Einsicht des Pflichtteilsberechtigten in die Betreuungsakte

Worum geht es?

Der Pflichtteilsberechtigte ist nach dem Tod des Erblassers auf die Auskunft des Erben zum Nachlassvermögen angewiesen, um die Höhe seiner Ansprüche berechnen zu können. Daneben erhält der Pflichtteilsberechtigte in der Regel Einsicht in die Nachlassakten und die Grundbuchakten, soweit der Erblasser Eigentümer einer Immobilie war. Dies dient der weiteren Informationsgewinnung für den Pflichtteilsberechtigten, um seine Ansprüche vernünftig berechnen zu können.

Das Landgericht Mainz hatte sich in dem Beschluss vom  23.02.2017 – 8 T 25/17 mit der Frage zu befassen, ob ein Pflichtteilsberechtigter auch in die Akten des Betreuungsgerichts Einsicht nehmen kann, um auf diesem Weg weitere Informationen zum vorhandenen Nachlass, aber auch zum lebzeitigen Vermögen, gewinnen zu können. Dies ist insbesondere deshalb von erheblichen Interesse für den Pflichtteilsberechtigten, da der Betreuer dem Betreuungsgericht bereits während der Betreung umfassend Auskunft und Rechenschaft zum Vermögen des Betreuten (Berichte) schuldet.

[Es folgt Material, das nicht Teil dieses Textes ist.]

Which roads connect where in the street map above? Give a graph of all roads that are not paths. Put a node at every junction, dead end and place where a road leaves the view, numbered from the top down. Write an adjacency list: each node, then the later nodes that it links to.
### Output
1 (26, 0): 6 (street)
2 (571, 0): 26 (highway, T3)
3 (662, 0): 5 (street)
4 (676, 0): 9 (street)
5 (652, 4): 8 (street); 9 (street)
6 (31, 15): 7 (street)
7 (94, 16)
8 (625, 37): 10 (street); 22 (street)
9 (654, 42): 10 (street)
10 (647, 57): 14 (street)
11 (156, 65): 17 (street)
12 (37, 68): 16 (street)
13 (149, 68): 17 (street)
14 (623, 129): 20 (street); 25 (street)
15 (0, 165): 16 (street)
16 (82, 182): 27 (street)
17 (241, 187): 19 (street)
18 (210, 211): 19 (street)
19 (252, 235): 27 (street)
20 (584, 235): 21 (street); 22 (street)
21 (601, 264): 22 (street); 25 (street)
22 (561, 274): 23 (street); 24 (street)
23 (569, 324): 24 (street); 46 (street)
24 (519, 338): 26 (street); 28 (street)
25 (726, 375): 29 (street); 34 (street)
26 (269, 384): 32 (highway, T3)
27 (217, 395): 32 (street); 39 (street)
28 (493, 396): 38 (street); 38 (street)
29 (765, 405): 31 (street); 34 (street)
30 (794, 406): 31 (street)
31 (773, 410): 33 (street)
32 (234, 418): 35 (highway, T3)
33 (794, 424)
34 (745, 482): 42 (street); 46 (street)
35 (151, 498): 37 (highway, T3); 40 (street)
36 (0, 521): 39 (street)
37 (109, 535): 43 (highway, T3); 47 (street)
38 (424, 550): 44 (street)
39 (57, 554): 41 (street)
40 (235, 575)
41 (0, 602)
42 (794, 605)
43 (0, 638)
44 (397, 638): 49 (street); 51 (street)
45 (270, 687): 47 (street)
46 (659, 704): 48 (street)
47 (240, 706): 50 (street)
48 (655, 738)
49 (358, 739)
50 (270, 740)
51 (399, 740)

Die Entscheidung des Gerichts:

Einem Pflichtteilsberechtigten steht ein Einsichtsrecht in die Betreuungsakten des Erblassers zu, da ein berechtigtes Interesse daran besteht, sich Kenntnis vom Umfang des Nachlasses und damit von der Höhe etwaiger Pflichtteils- und Pflichtteilsergänzungsansprüche zu verschaffen. Ein dieses berechtigte Interesse an der Akteneinsicht übersteigendes schutzwertes Interesse des Betroffenen und des ehemaligen Betreuers an der Geheimhaltung von Aktenbestandteilen ist nicht zu erkennen.

Entscheidungsgründe:

…Nach § 13 Abs. 2 FamFG kann Personen, die an dem Verfahren nicht beteiligt sind, Einsicht in die Betreuungsakten gestattet werden, soweit sie ein berechtigtes Interesse glaubhaft machen und schutzwürdige Interessen eines Beteiligten oder eines Dritten nicht entgegenstehen. Der Begriff des berechtigten Interesses ist in § 13 FamFG nicht näher bestimmt. Er lässt sich aber daraus ableiten, dass das Gesetz allgemein zwischen subjektiven Rechten (§ 59 Abs. 1 FamFG), rechtlichen Interessen (§§ 357 FamFG, 299 Abs. 2 ZPO, 62 PStG) und berechtigten Interessen (§§ 13 Abs. 2 FamFG, 121 GBO) unterscheidet. Der Begriff des rechtlichen Interesses ist dabei weiter als der des subjektiven Rechts, aber enger als derjenige des berechtigten Interesses. Ein rechtliches Interesse, das sich auf ein bereits vorhandenes Recht stützen muss, ist dann gegeben, wenn die erstrebte Kenntnis vom Akteninhalt zur Verfolgung von Rechten oder zur Abwehr von Ansprüchen erforderlich ist. Das berechtigte Interesse muss sich dagegen nicht auf ein bereits vorhandenes Recht stützen. Es genügt vielmehr jedes nach vernünftiger Erwägung durch die Sachlage gerechtfertigtes Interesse, das auch wirtschaftlicher oder wissenschaftlicher Art sein kann. Es ist insbesondere dann gegeben, wenn ein künftiges Verhalten des Antragstellers durch die Aktenkenntnis beeinflusst- sein kann, wobei das Interesse grds. nicht durch den Verfahrensgegenstand begrenzt wird (vgl. zu allem Vorstehenden OLG Stuttgart, FGPrax 2011, 263 [263] [OLG Stuttgart 27.06.2011 – 8 W 212/11], m.w.N.).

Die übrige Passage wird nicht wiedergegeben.